Quelquefois, il faut savoir remonter dans l'Histoire, pour faire de belles rencontres, et se mettre un court instant à l'abri d'une actualité maussade. Grâce au film Mauvaises herbes, de Anne de Giafferri et Gilles Blanchard, j'ai pu visiter les merveilleux Jardins de la Minerve, à Salerne, au Sud de Naples. Ces Jardins botaniques remontent au XIIIème et XIVème siècle, et on doit leur agencement à Matteo Silvatico, un botaniste médiéval, qui enseignait les plantes à l'Ecole de Médecine. C'était un temps où les préparateurs de poisons avaient une activité intense, où l'on savait que la mandragore altère l'état de conscience...

 

J'ai pu aussi cueillir en Corse de quoi faire une soupe d'herbes.

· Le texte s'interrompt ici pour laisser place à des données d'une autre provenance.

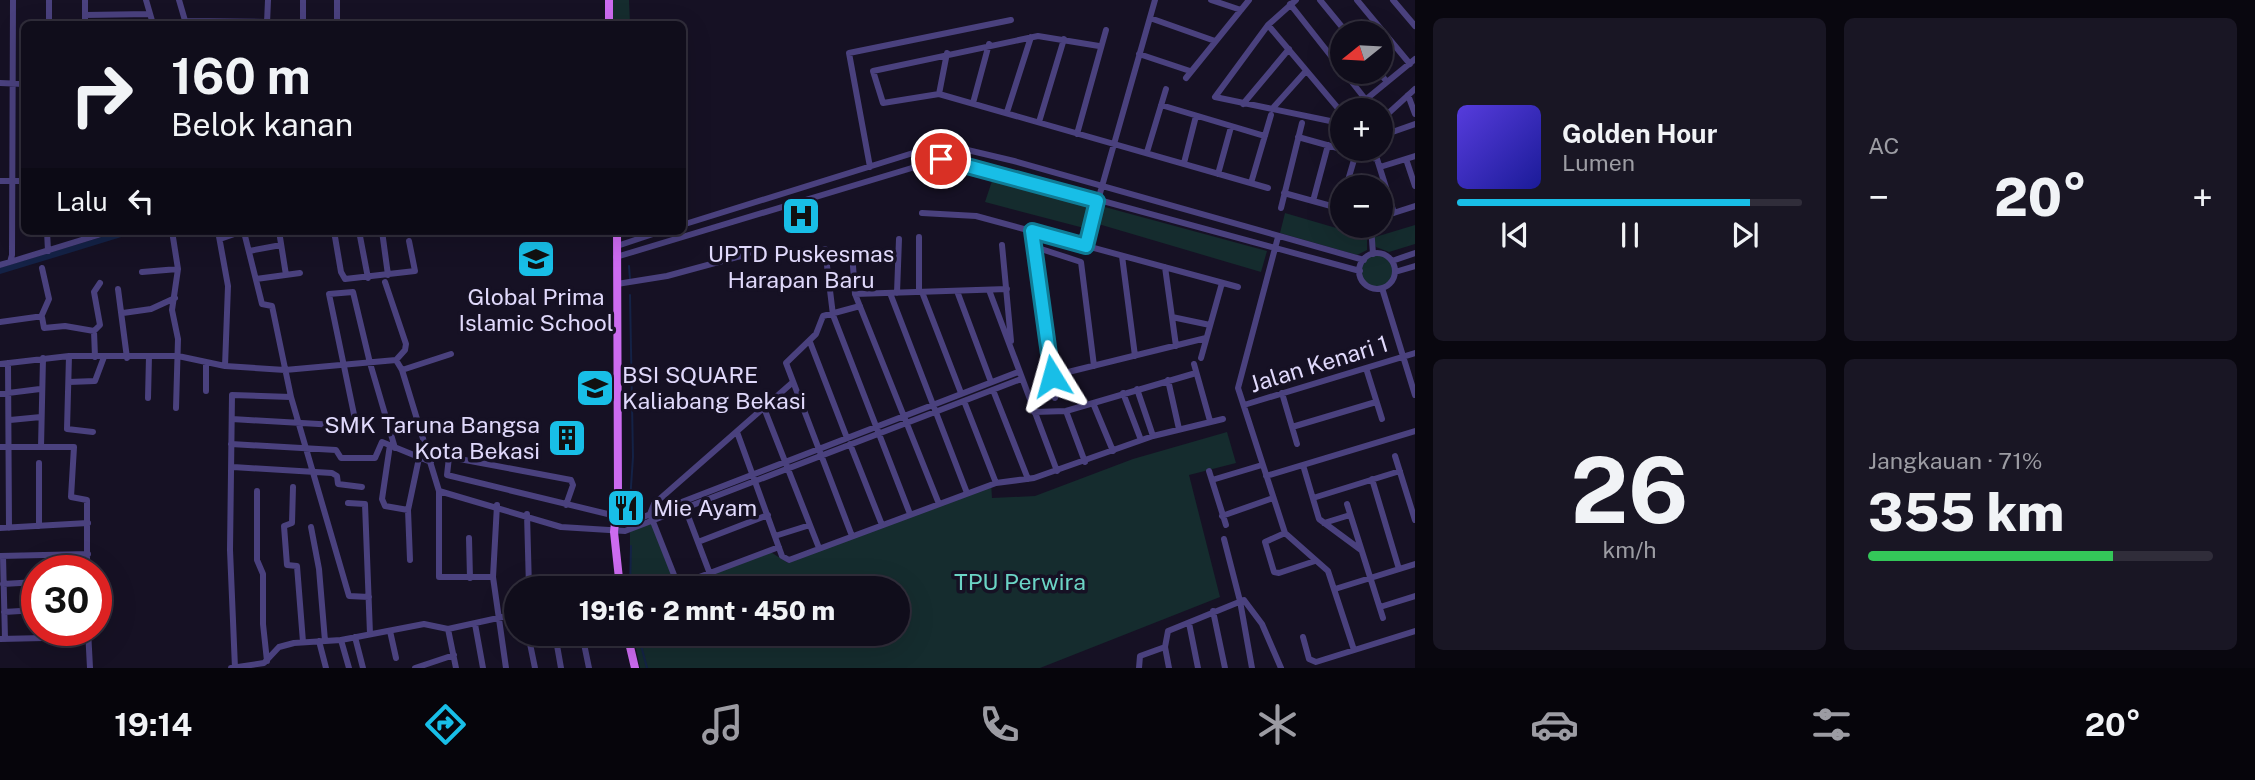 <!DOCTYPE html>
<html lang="id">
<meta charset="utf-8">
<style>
:root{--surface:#100d1b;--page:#191624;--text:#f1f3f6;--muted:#9c9ca3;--line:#302d3a;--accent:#18bee7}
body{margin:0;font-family:"Public Sans",sans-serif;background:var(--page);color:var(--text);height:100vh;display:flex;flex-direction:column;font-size:26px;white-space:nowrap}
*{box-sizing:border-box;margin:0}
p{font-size:23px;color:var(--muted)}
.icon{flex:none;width:38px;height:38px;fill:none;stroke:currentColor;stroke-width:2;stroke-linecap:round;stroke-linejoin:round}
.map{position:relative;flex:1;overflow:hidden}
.sheet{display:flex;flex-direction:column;gap:18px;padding:18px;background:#09070f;width:840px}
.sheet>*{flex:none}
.banner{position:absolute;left:21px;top:21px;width:665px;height:214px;border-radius:10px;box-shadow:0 7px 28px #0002,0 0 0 2px var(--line);background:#100d1b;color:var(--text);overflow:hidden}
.needle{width:46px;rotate:252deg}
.controls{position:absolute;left:1330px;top:21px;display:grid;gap:14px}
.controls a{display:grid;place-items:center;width:63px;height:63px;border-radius:50%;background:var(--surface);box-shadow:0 7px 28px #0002,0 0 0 2px var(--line);font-size:35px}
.speed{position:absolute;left:21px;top:555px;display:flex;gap:14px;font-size:35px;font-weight:700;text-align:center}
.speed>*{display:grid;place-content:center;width:91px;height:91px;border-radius:50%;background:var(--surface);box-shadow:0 7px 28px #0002,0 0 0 2px var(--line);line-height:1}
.speed .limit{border:10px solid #d22;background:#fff;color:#111}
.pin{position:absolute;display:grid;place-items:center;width:60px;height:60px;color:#fff;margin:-30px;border:4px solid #fff;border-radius:50%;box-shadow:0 2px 7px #0007}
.me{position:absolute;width:77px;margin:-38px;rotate:352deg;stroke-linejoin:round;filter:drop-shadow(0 0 5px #0008)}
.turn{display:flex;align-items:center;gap:24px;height:147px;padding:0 35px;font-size:32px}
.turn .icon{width:91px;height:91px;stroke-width:2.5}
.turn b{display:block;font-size:49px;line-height:60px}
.then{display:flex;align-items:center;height:66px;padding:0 35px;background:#0003;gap:14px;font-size:26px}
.big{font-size:52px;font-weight:800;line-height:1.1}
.sheet .widget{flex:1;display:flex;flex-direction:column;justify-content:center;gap:10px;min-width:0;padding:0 24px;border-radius:10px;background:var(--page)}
.sheet .dial{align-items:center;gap:0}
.dial b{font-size:91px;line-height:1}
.song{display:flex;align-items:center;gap:21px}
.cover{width:84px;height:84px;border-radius:10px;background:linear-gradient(135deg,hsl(250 70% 55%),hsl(240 70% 35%))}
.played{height:7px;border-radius:4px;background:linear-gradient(90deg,var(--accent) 85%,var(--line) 85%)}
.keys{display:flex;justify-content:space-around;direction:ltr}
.heat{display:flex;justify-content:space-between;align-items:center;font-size:38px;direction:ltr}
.charge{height:10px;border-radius:5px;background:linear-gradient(90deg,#34c759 71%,var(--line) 0)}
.sheet .tiles{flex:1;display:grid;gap:18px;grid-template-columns:repeat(2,1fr)}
.trip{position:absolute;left:504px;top:576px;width:406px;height:70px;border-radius:35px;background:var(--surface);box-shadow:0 7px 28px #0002,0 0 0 2px var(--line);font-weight:800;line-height:70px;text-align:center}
.tab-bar{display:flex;height:112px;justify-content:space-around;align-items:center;background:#06050b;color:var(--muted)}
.tab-bar .icon{width:49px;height:49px}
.tab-bar .current{color:var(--accent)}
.tab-bar b{font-size:32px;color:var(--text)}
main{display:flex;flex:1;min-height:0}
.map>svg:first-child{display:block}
.green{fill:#152c2e}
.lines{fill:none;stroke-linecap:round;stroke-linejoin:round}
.stream{stroke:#142246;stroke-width:2}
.canal{stroke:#142246;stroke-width:6}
.minor{stroke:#4a417e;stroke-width:6}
.major{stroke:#cc6bf0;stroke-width:8}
.route-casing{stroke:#107c96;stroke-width:18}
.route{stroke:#18bee7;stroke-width:12}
.labels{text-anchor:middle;stroke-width:7;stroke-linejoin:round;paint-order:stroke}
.poi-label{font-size:23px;fill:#e0d9fb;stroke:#161124}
.street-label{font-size:23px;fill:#e0d9fb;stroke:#161124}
.park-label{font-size:23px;fill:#6bd4c5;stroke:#161124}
</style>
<main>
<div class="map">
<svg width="1415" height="668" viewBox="0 0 1415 668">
<rect width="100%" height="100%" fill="#161124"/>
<path class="green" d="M609,0h20l1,24h-21z
M994,175l97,28 -7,25 -99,-26z
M1101,206l166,45 -6,21 -166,-49z
M1285,213l82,24v13l-10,5 -77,-22z
M1415,225v19l-26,8 -13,-5 -4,-9z
M1359 271a18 18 0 1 1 36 0a18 18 0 1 1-36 0Z
M1227,432l9,31 -47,12 31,122 -180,71h-400l-7,-34h265v-46h-268v-58l23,-10 25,65 91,-34 19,12 203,-81 1,16 43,-2 98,-37z"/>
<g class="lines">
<path class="stream" d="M630,231v5
M629,266l1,13
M629,516l4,-59 -3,-162
M630,588l1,-42
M638,634l9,34"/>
<path class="canal" d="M0,271l131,-40"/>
<path class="minor" d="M49,0v24
M146,0l7,24
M179,0l7,24
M337,0v24
M1211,0l30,10
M1296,0l-28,25 -53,72 120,25 7,-3
M1320,0l27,33
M1357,0l53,64
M1393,0l22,26
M1290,4l52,66
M85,15l65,-1
M1150,18l65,23
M185,21l82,1
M267,23l1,-23
M85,24v-24
M303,24v-24
M1268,25l74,88
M1099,46l-61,-10 -165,35 10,32 56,-9 329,94
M1139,54l51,17
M1344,72l22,28
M1379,72l8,10
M1186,78l63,-78
M0,83l24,1
M939,94l8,-41
M1408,95l7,19
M973,103l16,-59
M1243,104l46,-55
M1161,105l104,31
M1272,109l34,-38
M1353,110l62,-51
M1007,112l24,-75
M1381,120l34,-31
M1039,122l25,-83
M1077,134l29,-104
M1381,136l34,-12
M1298,137l79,22 17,54
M1147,152l19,-63
M1406,159l9,27
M1184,163l12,-47
M870,167l-21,-114 162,-33
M1380,167l35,-11
M1218,174l13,-47
M0,181h24
M1251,183l20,-68
M1346,187l10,-34
M1284,193l58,16
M1313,201l15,-56
M1281,208l21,-85
M922,213l54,3 262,71
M1381,217l34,-11
M682,225l260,-81 72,17 350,99
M1371,226l2,28
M47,231l1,20
M172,231l6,38 -6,41 6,29 -2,69
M218,231l10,55 -3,80
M279,231l7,44
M334,231l7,41 4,7 70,-8 -6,-30
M359,231l9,47
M382,231l6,44
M1033,231l22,167
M244,232l18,72 10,2 19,91 58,199 20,1
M919,237v55
M1278,237l-40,151 47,145 43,38 26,79
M220,239l23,-8
M1002,245l9,96
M617,246l45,-15
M1085,246l70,-246
M1035,247l46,15 13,104
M825,249l8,66 77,199
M249,251l32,-6
M1359 271a18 18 0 1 1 36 0a18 18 0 1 1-36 0Z
M1122,256l13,100
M616,257l329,-99 415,113
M1392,261l23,-8
M10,262l101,-31
M0,265l10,-3 2,-7 1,-255
M853,266l2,28
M1165,267l11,79
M142,272l36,-3
M1395,272l20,-6
M256,279l44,-6
M385,282l21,62 -1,6 -9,10
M617,284l50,-8 81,-22
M1382,288l33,107
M118,289l9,69
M989,290l68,181
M957,291l34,91
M922,292l39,101
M890,293l77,200
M897,293l2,-54
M123,313l28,-4 24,-11
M41,317l8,-18 -7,-31
M1172,317l38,8
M0,322l36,-5h6l2,11 21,-2 29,5
M810,342l37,96
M69,356l-2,73 26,3
M95,357l-1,-26 6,-6 -6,-33 6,-9
M1201,358l21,-75
M8,363l1,165
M0,364l69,-8h109l47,10 60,4 111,-10 6,10 37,121v86h54l4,-72
M1194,364l16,57
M1366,368l16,51
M402,370l49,-16
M1052,376l154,-38
M1168,380l11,49
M69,382l26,-1 9,-24
M1137,389l16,47
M993,390l35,89
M206,391v-29
M1123,393l18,47
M1282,393l15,51
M0,394l40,-5
M148,398l1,-42
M964,401l32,82
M1093,403l20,48
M1244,405l171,-52
M764,408l55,140
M1066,411l19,51
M1034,412l32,-1 130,-38
M232,419l104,6
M10,420l31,-3
M356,424l-27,-130 24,-2 17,71 25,85
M1292,427l84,-25
M737,432l45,124 7,4 207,-77 38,-5 119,-42 70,-17
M231,444l105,6 5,8h34l7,-16 49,20
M850,444l32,81
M390,445l-8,54 3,7 23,4 11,-52
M0,447h74l-3,50 16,3v70
M41,447l2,-89
M1395,456l20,64
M39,463v63
M1303,465l16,54 42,31
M233,467l99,6 5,3 1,8 24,3
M1209,471l17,54
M1266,476l149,-45
M1372,479l27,90
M1212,480l50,-15
M293,487l-1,36 -8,3 3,39 10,1 6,76
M257,491v69l6,14v50l4,37
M439,491l122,36 64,4 396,-152
M1313,498l87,-27
M348,503l17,1 5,130
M939,504l-84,-210 152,-5
M1347,504l36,114
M566,505l7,-20 -2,-5 -122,-23 -2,18 169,41
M685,508l25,66
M408,510l2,50
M527,514l2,74
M1222,516l51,-18
M615,523l23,-4 380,-147
M1324,523l26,-8
M311,527l8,42 6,72
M0,528l88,-5
M1285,533l-20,9 9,30 5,1 36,-12
M775,536l35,-11
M852,536l-66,-173 30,-29 7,-18 37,-10
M469,538l1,40
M1224,539l16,62 12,67
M698,542l70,-27
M779,547l-101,38 -28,-71 4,-10 139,-122
M0,556l88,-2
M3,556l2,83
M493,577l13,91
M3,584l34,-2
M1335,589l80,-25
M1380,607l35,-11
M1213,611l12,57
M4,612l33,-2
M1189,623l9,45
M475,624l8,44
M448,629l8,39
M88,630l2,38
M390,631l6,27
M528,634l7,34
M555,634l6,34
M582,634l7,34
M355,637l8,31
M1303,637l6,22 7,3 99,-31
M0,639l88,-2
M341,640l8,28
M319,641l7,27
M1165,647l4,21
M231,668l33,-5 15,-16 15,-4 47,-3 83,-16 24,5 68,-15
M235,668l-5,-118 2,-155 59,2
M415,668l39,-13
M1139,668l1,-12 25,-9 3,-16 76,-31 18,24 19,44"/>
<path class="major" d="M609,0v24
M617,231l1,264 -4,37 6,56
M627,634l8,34"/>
</g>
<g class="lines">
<defs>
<path id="route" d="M941,159l156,42 -11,45 -54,-15 20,145"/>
</defs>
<use href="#route" class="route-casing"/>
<use href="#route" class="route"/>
</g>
<defs>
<symbol id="hospital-square" viewBox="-11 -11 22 22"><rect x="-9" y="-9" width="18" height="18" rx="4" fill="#18bee7" stroke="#161124"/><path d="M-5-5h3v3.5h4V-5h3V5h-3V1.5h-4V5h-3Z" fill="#111"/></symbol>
<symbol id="school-square" viewBox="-11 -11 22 22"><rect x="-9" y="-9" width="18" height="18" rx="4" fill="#18bee7" stroke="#161124"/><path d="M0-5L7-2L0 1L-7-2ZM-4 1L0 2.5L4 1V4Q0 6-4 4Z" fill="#111"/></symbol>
<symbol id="university-square" viewBox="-11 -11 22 22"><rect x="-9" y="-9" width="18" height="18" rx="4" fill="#18bee7" stroke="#161124"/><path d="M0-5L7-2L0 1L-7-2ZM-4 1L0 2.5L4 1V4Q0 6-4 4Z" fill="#111"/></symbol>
<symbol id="building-square" viewBox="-11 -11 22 22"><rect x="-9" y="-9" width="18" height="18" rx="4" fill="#18bee7" stroke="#161124"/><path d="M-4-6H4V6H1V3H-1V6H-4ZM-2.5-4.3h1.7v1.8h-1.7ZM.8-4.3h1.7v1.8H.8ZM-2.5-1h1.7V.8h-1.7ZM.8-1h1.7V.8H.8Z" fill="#111"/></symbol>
<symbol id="restaurant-square" viewBox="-11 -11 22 22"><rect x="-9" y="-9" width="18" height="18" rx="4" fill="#18bee7" stroke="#161124"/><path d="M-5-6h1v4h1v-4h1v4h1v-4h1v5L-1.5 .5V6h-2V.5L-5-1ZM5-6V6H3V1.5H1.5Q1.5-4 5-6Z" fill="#111"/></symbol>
</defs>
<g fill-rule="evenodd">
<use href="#hospital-square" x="779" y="194" width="44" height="44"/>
<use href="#school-square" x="514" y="237" width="44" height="44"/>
<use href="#university-square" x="573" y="366" width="44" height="44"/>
<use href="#building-square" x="545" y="416" width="44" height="44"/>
<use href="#restaurant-square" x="604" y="486" width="44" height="44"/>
</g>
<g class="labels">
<g class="poi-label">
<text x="801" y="262">UPTD Puskesmas<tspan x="801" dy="26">Harapan Baru</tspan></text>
<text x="536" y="305">Global Prima<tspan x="536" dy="26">Islamic School</tspan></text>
<text x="622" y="383" text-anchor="start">BSI SQUARE<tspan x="622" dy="26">Kaliabang Bekasi</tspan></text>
<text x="540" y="433" text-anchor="end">SMK Taruna Bangsa<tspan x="540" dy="26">Kota Bekasi</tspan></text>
<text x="653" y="516" text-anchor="start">Mie Ayam</text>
</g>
<g class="street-label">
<text transform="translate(1319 364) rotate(-17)" y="8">Jalan Kenari 1</text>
</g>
<g class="park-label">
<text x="1020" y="590">TPU Perwira</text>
</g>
</g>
</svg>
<div class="controls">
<a><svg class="needle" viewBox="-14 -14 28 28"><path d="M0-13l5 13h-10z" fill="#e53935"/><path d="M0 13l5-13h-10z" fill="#9c9ca3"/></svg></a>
<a>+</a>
<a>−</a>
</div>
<div class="speed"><div class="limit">30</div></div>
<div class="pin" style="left:941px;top:159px;background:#d93025"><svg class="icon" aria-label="arrive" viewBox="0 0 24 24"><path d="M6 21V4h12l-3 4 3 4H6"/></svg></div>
<svg class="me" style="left:1052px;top:376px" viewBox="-20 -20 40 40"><path d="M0-17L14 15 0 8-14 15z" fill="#18bee7" stroke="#fff" stroke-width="4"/></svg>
<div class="trip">19:16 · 2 mnt · 450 m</div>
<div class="banner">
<div class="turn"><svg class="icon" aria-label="right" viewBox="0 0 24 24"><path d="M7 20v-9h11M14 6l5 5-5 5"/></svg><div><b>160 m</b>Belok kanan</div></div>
<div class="then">Lalu<svg class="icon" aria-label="left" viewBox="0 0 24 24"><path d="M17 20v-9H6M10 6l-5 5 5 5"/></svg></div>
</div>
</div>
<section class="sheet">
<div class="tiles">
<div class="widget">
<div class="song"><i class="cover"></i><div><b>Golden Hour</b><p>Lumen</p></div></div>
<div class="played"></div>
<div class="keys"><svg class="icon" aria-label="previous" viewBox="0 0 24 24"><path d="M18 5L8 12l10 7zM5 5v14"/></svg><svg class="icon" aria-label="pause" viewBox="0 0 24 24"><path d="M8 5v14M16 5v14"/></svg><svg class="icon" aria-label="next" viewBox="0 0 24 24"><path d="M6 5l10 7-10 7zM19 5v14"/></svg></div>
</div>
<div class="widget"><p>AC</p>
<div class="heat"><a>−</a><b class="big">20°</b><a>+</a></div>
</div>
<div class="widget dial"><b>26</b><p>km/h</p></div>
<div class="widget"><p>Jangkauan · 71%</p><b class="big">355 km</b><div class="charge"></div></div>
</div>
</section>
</main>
<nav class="tab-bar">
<b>19:14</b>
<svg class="icon current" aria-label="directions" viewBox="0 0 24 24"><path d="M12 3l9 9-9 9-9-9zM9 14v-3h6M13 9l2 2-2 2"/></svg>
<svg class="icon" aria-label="music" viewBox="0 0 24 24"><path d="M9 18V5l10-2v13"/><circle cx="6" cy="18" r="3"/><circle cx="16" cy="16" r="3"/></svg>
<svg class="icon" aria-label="phone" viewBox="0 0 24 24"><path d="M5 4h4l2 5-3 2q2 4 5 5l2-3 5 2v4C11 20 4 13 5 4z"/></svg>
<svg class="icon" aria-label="climate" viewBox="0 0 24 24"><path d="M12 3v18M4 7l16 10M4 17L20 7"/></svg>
<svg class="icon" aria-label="car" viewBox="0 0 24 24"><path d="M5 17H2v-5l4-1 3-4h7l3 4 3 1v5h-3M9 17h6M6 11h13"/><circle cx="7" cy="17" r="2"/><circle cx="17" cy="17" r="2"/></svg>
<svg class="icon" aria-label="filters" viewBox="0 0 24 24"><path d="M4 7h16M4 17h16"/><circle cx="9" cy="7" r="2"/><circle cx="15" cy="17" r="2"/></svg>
<b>20°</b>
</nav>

Laiteron, bourrache, pimprenelle, herbe de l'Ascension, pariétaire, ombilic de Vénus, plaintain, des noms qui composent un simple poème...aux simples.

J'ai vu Antoine Filippini purger ses poules grâce à une décoction de branches de frênes, planter une tige d'héllébore dans l'oreille de son cochon pour soigner la pneumonie, placer un collier de buis autour du cou de sa brebis parturiente pour aider à l'expulsion du placenta.

 

Et enfin, j'ai pu me réfugier sur le souk de Tissint, dans le Sud marocain, où vit la plus grande communauté d'herboristes du pays. J'y ai vu des plantes signatures, des plantes dont l'apparence était censée révéler leur usage et leurs fonctions. Une théorie qui remonte à l'Antiquité, mais bien évidemment contestée plus tard, dès les Lumières. Parmi elle, la rose de Jericho, dédiée à la fertilité dans le désert, à l'incroyable allure.

Pour ce simple moment de poésie, allez vous promener parmi les mauvaises herbes.